Copy each line from the records below in which the word "dead" is found.

[Start of Attachment]

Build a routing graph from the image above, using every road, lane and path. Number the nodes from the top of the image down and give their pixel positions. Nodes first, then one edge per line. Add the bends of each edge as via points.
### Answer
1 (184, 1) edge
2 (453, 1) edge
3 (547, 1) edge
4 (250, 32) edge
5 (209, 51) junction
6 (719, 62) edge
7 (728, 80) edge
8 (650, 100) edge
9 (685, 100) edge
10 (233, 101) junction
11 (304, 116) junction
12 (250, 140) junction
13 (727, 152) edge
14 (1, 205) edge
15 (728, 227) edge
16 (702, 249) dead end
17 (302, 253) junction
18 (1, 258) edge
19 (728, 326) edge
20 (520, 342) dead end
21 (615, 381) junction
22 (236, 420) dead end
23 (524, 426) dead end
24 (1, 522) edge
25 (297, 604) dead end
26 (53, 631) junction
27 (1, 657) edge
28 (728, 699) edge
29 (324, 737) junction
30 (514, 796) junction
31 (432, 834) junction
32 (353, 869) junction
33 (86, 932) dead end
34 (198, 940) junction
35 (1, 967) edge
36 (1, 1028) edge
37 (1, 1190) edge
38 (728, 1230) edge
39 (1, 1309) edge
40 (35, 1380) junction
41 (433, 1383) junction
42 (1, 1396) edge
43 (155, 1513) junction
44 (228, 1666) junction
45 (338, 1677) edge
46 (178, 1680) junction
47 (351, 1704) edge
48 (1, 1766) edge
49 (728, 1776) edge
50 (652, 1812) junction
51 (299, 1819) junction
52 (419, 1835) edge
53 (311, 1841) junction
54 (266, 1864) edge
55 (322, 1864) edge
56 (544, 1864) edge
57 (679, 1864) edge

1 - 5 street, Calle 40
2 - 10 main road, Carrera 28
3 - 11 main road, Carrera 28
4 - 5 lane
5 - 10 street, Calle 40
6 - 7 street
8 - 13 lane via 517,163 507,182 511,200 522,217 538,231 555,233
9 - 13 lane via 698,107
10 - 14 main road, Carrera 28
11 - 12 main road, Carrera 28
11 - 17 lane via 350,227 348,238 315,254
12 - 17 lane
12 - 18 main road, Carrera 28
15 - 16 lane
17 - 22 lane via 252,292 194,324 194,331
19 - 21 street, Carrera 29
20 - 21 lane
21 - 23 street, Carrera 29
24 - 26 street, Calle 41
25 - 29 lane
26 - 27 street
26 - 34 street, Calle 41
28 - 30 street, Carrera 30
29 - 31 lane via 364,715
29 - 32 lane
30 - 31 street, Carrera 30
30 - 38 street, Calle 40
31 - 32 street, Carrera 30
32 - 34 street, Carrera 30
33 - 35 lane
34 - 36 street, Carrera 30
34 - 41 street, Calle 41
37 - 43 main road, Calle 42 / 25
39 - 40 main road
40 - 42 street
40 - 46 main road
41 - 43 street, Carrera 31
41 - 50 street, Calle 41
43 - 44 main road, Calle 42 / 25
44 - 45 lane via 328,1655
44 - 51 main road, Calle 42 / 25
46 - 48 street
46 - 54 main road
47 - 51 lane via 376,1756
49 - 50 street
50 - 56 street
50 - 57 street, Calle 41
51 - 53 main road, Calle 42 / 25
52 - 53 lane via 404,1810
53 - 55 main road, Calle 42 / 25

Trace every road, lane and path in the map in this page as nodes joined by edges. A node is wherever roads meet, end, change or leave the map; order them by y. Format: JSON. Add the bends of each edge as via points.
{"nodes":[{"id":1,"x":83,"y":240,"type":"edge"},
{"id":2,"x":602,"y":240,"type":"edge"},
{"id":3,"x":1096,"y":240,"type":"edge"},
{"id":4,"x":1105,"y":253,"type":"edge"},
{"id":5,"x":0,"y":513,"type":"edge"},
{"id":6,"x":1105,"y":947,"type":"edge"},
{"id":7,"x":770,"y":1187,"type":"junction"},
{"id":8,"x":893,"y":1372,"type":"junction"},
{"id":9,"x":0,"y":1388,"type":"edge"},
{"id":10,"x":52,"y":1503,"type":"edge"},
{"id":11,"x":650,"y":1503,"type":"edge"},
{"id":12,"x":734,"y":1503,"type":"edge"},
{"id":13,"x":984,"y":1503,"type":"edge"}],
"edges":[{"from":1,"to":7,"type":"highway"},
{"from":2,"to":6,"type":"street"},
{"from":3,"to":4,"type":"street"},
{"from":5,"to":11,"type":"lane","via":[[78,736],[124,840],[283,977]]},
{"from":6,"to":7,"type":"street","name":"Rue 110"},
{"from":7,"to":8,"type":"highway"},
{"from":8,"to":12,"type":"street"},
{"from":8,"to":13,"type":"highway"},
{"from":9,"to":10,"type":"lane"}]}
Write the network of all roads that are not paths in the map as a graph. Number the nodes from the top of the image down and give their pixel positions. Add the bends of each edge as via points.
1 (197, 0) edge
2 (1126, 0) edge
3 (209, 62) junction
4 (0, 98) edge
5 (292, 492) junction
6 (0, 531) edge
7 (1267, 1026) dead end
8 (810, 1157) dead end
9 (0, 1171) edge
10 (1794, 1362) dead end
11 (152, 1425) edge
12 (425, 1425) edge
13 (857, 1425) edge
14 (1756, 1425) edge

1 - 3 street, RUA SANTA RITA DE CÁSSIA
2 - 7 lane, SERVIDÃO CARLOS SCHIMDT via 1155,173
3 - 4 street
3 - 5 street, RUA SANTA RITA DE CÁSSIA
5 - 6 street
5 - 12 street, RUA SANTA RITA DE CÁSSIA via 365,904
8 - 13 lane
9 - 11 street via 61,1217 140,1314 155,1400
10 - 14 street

[End of Attachment]

Output for this exercise:
16 (702, 249) dead end
20 (520, 342) dead end
22 (236, 420) dead end
23 (524, 426) dead end
25 (297, 604) dead end
33 (86, 932) dead end
7 (1267, 1026) dead end
8 (810, 1157) dead end
10 (1794, 1362) dead end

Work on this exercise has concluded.